Ring-ditch, Hollywood Great, Co. Dublin
Co. Dublin |
Ritual/Ceremonial
A circular mark roughly eleven metres across, visible only from the air and only under the right conditions, lies buried beneath a large tillage field in Hollywood Great, County Dublin.
It produces no shadow, rises no higher than the surrounding soil, and would be entirely invisible to anyone walking past. What betrays it is the crop itself, which grows differently above buried features, revealing the outlines of things long since vanished beneath the plough.
This kind of site is known as a cropmark, a phenomenon where buried ditches or walls affect how plants above them develop. Soil that once filled a ditch retains more moisture than the compacted ground on either side, so crops rooted above it grow taller and stay greener longer, particularly during dry spells. The circle recorded here is consistent with a ring-ditch, a type of prehistoric monument typically interpreted as the remains of a burial mound whose central earthwork has been entirely ploughed away, leaving only the encircling ditch as a trace in the subsoil. The feature at Hollywood Great was identified on a Digital Globe orthoimage taken between 2011 and 2013, and confirmed on Google Earth imagery. The record was compiled by Caimin O\'Brien, drawing on details and aerial images provided by Ian Lennon, and uploaded to the record in July 2023.

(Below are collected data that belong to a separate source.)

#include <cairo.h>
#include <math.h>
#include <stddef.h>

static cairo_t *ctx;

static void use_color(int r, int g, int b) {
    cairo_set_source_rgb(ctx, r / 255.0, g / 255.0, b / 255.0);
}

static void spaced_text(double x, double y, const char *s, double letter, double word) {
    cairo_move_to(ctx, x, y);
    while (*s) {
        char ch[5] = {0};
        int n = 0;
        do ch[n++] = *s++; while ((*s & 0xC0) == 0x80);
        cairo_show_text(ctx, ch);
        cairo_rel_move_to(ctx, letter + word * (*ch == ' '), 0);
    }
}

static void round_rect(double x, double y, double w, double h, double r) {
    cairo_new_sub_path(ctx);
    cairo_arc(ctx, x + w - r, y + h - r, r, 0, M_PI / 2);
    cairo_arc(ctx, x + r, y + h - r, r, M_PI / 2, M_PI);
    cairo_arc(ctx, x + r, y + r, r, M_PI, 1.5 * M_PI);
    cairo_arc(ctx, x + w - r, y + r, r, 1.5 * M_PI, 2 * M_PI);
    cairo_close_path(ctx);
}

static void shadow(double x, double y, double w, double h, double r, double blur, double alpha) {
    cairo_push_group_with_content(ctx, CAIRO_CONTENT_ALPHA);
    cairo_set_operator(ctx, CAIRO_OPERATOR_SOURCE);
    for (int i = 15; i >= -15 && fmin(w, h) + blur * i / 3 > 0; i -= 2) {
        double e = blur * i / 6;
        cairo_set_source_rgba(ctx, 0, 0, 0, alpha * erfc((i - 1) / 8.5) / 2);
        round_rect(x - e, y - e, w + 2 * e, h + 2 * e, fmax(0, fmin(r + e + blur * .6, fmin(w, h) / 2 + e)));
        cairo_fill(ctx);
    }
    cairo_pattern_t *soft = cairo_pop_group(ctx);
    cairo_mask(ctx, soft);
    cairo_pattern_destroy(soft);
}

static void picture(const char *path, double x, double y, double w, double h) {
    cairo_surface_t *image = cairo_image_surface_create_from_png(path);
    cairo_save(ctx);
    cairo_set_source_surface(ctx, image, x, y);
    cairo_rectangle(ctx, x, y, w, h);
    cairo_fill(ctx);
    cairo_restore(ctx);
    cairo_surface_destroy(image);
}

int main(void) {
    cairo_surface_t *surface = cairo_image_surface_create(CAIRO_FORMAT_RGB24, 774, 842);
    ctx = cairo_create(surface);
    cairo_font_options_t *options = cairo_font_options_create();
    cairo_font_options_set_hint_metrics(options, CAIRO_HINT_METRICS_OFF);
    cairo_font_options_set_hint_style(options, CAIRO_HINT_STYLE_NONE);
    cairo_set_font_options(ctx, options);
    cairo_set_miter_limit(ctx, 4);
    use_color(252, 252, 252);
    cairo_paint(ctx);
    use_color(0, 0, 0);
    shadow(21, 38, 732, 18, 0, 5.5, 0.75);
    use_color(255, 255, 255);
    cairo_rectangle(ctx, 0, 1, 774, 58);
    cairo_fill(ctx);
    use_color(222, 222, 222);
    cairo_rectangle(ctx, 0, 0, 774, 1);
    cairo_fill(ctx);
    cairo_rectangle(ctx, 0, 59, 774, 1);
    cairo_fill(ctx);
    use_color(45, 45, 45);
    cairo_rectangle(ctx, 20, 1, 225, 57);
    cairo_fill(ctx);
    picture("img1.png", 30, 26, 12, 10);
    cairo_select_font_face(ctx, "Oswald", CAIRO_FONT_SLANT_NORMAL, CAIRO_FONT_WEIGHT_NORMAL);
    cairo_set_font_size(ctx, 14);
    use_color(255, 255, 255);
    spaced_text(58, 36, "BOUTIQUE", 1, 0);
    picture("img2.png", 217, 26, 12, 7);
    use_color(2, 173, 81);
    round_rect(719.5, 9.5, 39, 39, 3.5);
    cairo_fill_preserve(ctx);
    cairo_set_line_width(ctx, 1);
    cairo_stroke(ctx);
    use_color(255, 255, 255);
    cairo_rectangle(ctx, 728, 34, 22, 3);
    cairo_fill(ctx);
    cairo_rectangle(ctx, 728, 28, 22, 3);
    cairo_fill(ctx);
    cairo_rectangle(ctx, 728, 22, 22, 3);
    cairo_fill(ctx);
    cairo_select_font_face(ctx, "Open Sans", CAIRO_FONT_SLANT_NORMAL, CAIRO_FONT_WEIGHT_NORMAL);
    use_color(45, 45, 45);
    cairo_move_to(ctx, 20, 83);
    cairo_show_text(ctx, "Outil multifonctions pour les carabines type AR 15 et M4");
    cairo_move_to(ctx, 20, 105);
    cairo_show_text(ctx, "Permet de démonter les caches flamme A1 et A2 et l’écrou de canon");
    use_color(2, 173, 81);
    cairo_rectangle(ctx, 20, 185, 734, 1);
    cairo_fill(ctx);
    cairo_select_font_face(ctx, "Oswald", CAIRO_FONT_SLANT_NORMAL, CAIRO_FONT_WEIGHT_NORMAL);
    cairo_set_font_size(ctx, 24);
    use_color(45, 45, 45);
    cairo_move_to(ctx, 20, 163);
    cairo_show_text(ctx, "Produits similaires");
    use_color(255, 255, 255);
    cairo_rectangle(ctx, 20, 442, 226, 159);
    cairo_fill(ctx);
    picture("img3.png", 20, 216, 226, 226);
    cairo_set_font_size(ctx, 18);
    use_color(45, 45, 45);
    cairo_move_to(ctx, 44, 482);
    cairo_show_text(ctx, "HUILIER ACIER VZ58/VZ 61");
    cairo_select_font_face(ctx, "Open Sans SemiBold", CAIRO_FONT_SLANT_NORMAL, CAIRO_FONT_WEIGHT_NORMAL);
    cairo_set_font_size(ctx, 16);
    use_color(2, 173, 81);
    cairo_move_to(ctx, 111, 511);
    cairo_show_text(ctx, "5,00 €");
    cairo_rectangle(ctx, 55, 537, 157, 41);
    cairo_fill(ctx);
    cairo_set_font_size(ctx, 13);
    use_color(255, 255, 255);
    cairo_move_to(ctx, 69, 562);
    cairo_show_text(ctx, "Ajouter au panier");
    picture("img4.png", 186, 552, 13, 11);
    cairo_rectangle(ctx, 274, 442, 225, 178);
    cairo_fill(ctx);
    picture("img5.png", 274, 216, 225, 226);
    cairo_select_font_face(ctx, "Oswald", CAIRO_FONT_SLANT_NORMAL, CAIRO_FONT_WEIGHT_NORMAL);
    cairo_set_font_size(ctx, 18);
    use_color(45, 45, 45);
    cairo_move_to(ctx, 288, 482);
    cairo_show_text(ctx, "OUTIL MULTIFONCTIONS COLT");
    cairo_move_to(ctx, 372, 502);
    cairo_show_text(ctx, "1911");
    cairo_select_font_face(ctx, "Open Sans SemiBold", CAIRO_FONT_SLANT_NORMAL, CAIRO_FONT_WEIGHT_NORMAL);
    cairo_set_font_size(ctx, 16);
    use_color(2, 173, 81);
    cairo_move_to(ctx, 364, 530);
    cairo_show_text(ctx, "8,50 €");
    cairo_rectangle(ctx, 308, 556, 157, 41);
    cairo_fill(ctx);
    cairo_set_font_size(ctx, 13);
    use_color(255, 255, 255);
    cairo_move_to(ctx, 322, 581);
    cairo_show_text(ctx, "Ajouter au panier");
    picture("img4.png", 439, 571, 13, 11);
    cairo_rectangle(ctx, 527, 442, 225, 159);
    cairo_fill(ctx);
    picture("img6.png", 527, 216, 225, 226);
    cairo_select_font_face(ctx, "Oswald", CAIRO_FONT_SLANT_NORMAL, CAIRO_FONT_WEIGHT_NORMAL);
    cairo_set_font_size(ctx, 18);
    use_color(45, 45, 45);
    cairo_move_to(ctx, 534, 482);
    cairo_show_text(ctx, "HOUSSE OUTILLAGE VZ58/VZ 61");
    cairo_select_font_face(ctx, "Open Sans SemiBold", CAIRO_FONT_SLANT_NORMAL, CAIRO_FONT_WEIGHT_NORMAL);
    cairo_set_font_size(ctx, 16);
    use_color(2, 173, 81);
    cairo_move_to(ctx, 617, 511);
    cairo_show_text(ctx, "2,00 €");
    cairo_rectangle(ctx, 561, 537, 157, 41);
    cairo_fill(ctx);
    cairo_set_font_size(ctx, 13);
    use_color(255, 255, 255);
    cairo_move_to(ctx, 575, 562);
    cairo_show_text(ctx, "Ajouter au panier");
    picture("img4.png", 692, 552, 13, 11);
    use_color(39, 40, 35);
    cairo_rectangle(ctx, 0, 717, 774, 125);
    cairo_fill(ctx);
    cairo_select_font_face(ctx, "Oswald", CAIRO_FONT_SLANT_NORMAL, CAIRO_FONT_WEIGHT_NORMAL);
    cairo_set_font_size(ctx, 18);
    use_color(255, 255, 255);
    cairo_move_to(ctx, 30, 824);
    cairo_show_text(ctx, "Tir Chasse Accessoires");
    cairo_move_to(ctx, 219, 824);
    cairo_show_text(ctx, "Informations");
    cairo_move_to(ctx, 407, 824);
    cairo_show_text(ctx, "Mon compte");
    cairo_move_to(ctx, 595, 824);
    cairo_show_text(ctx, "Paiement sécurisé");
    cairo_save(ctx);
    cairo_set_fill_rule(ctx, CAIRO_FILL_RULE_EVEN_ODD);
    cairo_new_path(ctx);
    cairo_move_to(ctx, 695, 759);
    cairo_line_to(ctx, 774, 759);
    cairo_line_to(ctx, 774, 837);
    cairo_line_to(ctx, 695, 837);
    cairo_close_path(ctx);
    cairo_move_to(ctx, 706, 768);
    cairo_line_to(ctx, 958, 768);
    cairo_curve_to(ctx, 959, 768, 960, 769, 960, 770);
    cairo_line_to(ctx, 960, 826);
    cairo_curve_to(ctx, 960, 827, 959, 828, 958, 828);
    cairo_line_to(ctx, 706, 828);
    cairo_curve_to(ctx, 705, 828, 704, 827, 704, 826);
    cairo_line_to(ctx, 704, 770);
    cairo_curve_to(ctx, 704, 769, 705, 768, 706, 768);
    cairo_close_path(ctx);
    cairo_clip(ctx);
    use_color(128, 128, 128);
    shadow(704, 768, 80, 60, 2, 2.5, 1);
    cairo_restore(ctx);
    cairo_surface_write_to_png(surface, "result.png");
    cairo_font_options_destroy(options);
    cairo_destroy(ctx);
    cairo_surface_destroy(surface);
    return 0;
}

Because the site exists only as a subsurface feature in an agricultural field, there is nothing to see at ground level. The aerial images associated with the record, credited to Ian Lennon, are the clearest way to appreciate the shape of the monument. Cropmarks of this kind are most legible from above during dry summers, when the differential growth between ditch-fill and surrounding soil is at its most pronounced. Anyone with an interest in aerial archaeology might find it worth examining the associated imagery rather than visiting the field itself, where the ground gives nothing away.